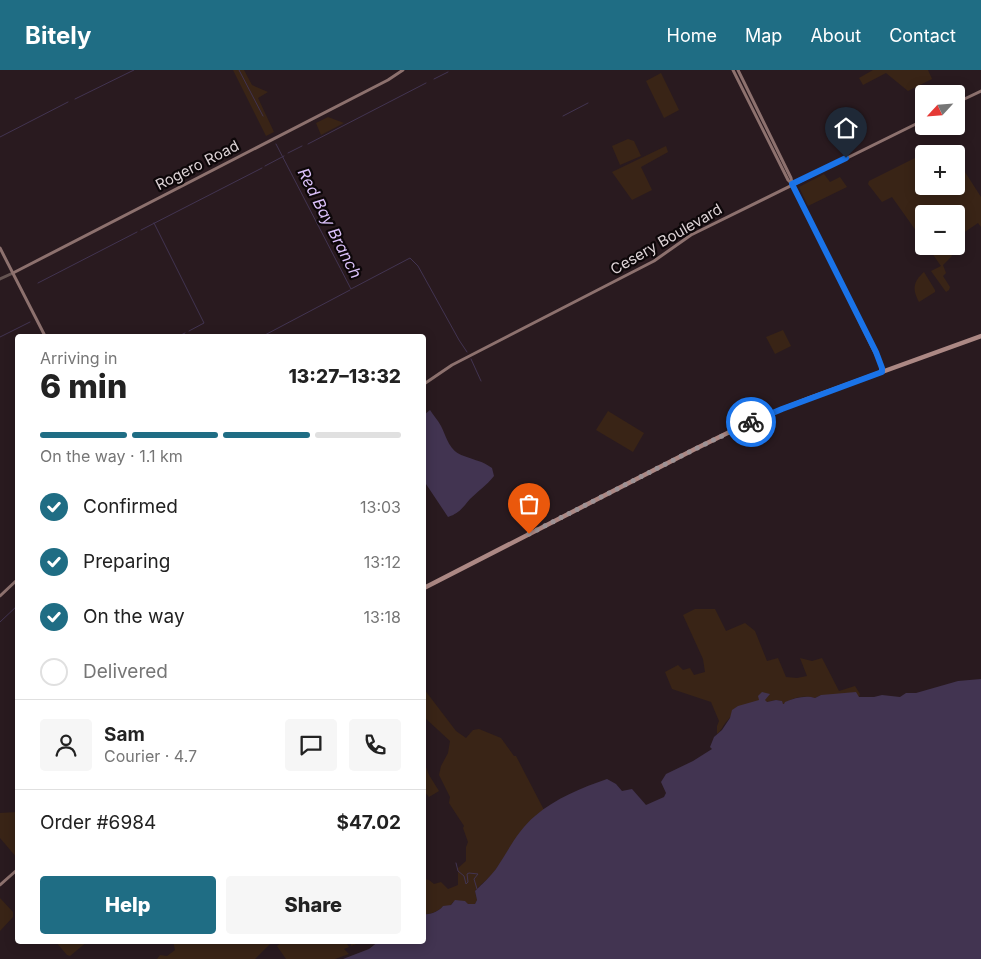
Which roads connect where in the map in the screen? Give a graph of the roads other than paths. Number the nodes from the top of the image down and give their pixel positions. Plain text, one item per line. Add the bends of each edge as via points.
1 (403, 70) edge
2 (733, 70) edge
3 (738, 70) edge
4 (981, 91) edge
5 (965, 99) edge
6 (915, 124) edge
7 (792, 184) junction
8 (0, 248) edge
9 (13, 273) junction
10 (0, 279) edge
11 (44, 334) edge
12 (981, 336) edge
13 (882, 372) junction
14 (426, 383) edge
15 (15, 582) edge
16 (426, 587) edge
17 (0, 596) edge
18 (15, 872) edge
19 (0, 885) edge

1 - 9 main road, Rogero Road
2 - 7 main road
3 - 7 main road via 792,178
4 - 5 main road
6 - 7 main road, Cesery Boulevard
7 - 13 main road via 876,352
7 - 14 main road, Cesery Boulevard via 691,235 654,261 452,364
8 - 9 main road
9 - 10 street, Rogero Road
9 - 11 main road
12 - 13 main road
13 - 16 main road via 726,433
15 - 17 main road
18 - 19 main road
#####
Task requirements.
Exactly as they stand, the entries must be written out again, pictures excluded.

Your response.
Which roads connect where in the map in the screen? Give a graph of the roads other than paths. Number the nodes from the top of the image down and give their pixel positions. Plain text, one item per line. Add the bends of each edge as via points.
1 (403, 70) edge
2 (733, 70) edge
3 (738, 70) edge
4 (981, 91) edge
5 (965, 99) edge
6 (915, 124) edge
7 (792, 184) junction
8 (0, 248) edge
9 (13, 273) junction
10 (0, 279) edge
11 (44, 334) edge
12 (981, 336) edge
13 (882, 372) junction
14 (426, 383) edge
15 (15, 582) edge
16 (426, 587) edge
17 (0, 596) edge
18 (15, 872) edge
19 (0, 885) edge

1 - 9 main road, Rogero Road
2 - 7 main road
3 - 7 main road via 792,178
4 - 5 main road
6 - 7 main road, Cesery Boulevard
7 - 13 main road via 876,352
7 - 14 main road, Cesery Boulevard via 691,235 654,261 452,364
8 - 9 main road
9 - 10 street, Rogero Road
9 - 11 main road
12 - 13 main road
13 - 16 main road via 726,433
15 - 17 main road
18 - 19 main road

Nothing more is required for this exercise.